Obesity
Novo isn't exactly sweating GLP-1 pills
While excitement builds for the GLP-1 obesity pills Eli Lilly and other drugmakers are developing, Novo Nordisk CEO Lars Fruergaard Jørgensen has a word of warning: watch out for safety.
Novo's injectable semaglutide (sold as Ozempic and Wegovy) is made up of peptides, which are large molecules, and has a long track record for safety. But the pills that other companies are studying are made up of small molecules, which could get into different parts of the body and also introduce new side effects. Pfizer stopped trials of one of its small-molecule candidates due to elevated liver enzymes. "There will be very low regulatory appetite for introducing oral treatment that comes with some safety issues," Jørgensen said.
Novo does have an oral version of semaglutide, but in peptide form, not as a small molecule. This is sold to diabetes patients as Rybelsus, and Novo has also tested a much higher dose for obesity. Jørgensen said that a key hurdle with launching this type of treatment would be building up enough supply of the underlying ingredient. The oral treatment requires a large amount of the ingredient for enough to be absorbed and circulated in the body, and Novo is currently "many-fold ramping up" supply capacity, the CEO said.
Math
A clever and depressing justification for high U.S. drug costs
Another interesting thought from Jørgensen, the Novo Nordisk CEO. He talked a lot during his presentation about the health economics of GLP-1 drugs, arguing that they return more money to the economy than they cost. And he was asked how that changes in the U.S., where they are more expensive, compared to other countries.

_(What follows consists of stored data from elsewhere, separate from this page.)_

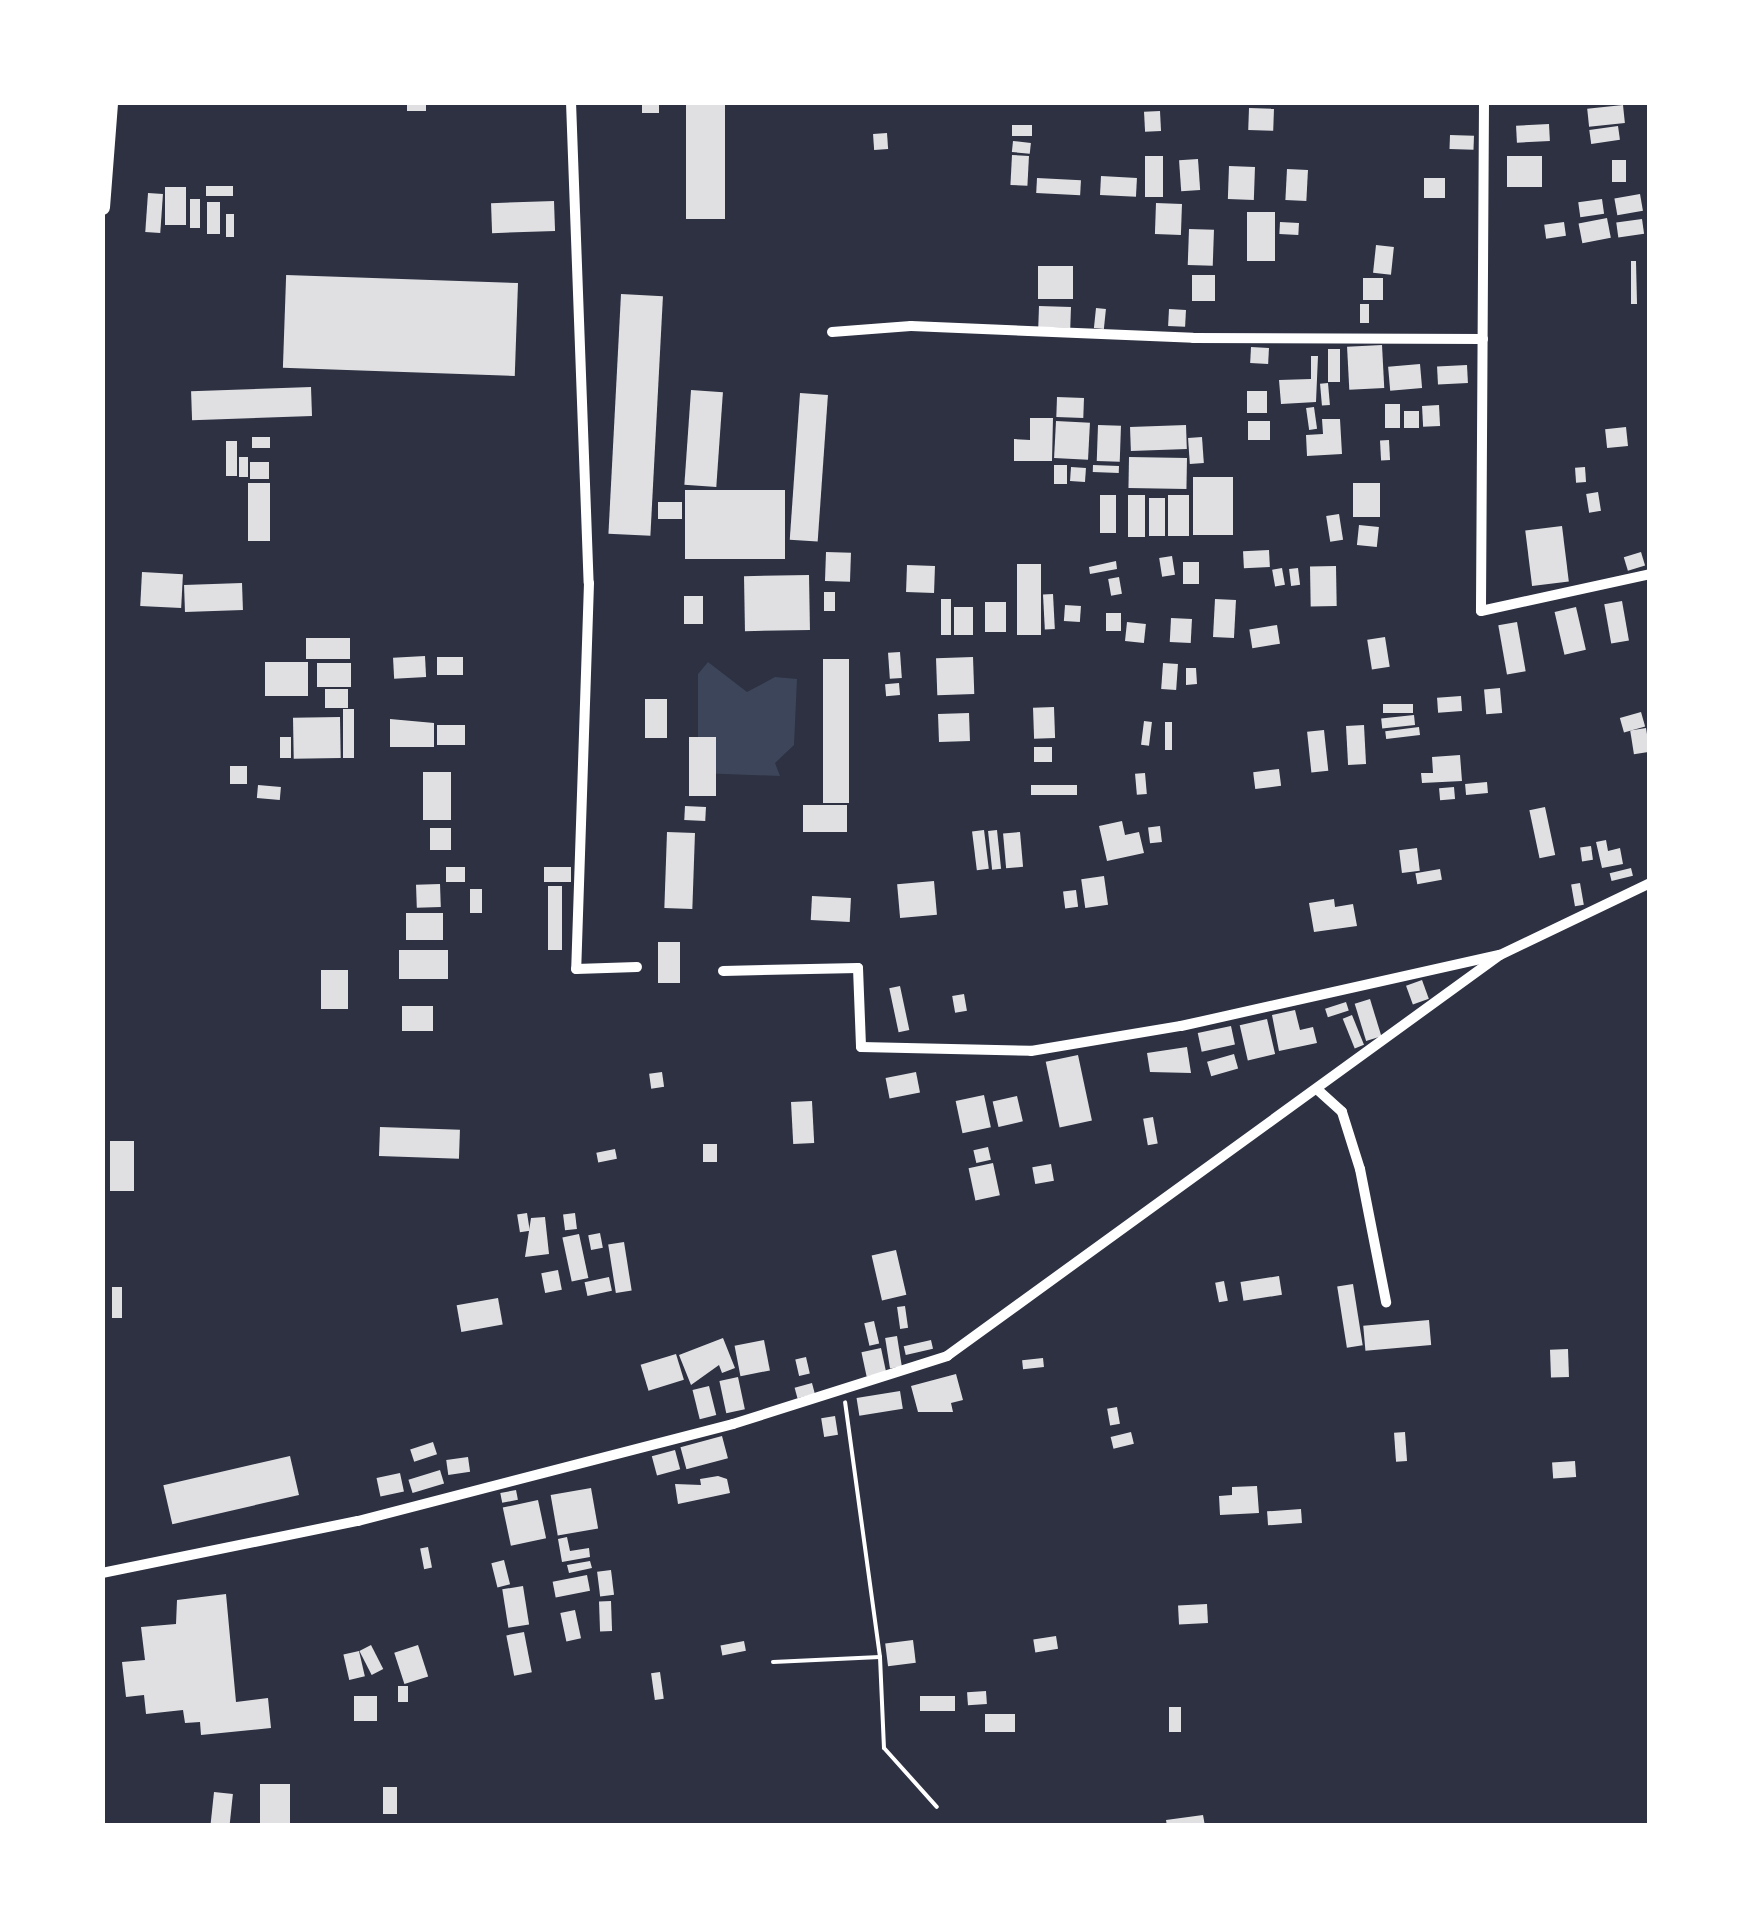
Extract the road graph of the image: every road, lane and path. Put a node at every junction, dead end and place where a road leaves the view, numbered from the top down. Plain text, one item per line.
1 (110, 102) edge
2 (571, 102) edge
3 (1484, 102) edge
4 (102, 207) edge
5 (832, 332) dead end
6 (1482, 338) junction
7 (1650, 574) edge
8 (1650, 883) edge
9 (1500, 955) junction
10 (637, 968) dead end
11 (723, 972) dead end
12 (1319, 1091) junction
13 (1386, 1302) dead end
14 (842, 1392) junction
15 (102, 1573) edge
16 (880, 1657) junction
17 (773, 1662) dead end
18 (937, 1807) dead end

1 - 4 highway
2 - 10 street
3 - 6 street
5 - 6 street
6 - 7 street
8 - 9 street
9 - 11 street
9 - 12 street
12 - 13 street
12 - 14 street
14 - 15 street
14 - 16 path
16 - 17 path
16 - 18 path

Jørgensen's answer: Everything else in U.S. health care that GLP-1 drugs might prevent by reducing obesity (he didn't say, but think hip replacements, heart bypass surgeries, and cancer treatment) is also much more expensive in the U.S., so the math still works.
This isn't a new idea. But it will probably make you happy if you are looking to price a new GLP-1 drug in the U.S., and depressed if you're trying to imagine a way to lower America's health care bill.
M&A
Today on the Cytokinetics show
J.P. Morgan began with the Wall Street Journal reporting that Cytokinetics, maker of an effective treatment for a genetic heart disease, was close to selling itself to Novartis. Hours later, Reuters reported that AstraZeneca and Johnson & Johnson had also submitted bids for the company and that a deal could materialize as early as this week.
The fun part of this all happening in the middle of the industry's largest investor conference is that the relevant CEOs are frequently in front of live microphones. Vas Narasimhan, sitting across from CNBC's Jim Cramer, declined to comment specifically on a Cytokinetics acquisition but did issue a sort of implied denial. "I want to highlight that while we look at larger deals, our M&A strategy is bolt-on," Narasimhan said, which means focusing on "sub-$5 billion assets." Cytokinetics, with a market cap of $10 billion, would fall outside that definition.
This of course could be multi-dimensional chess playing out in public while the two companies negotiate in private, a feint to confuse rival bidders, or a classic case of the world reading too much into what amounts to boilerplate words from a pharmaceutical CEO. Whatever the case, Cytokinetics' share price fell as much as 10% after Narasimhan's interview.
Scene report
Party exit lines you only hear at JPM
"Great seeing you, but I gotta go see Takeda about a molecule."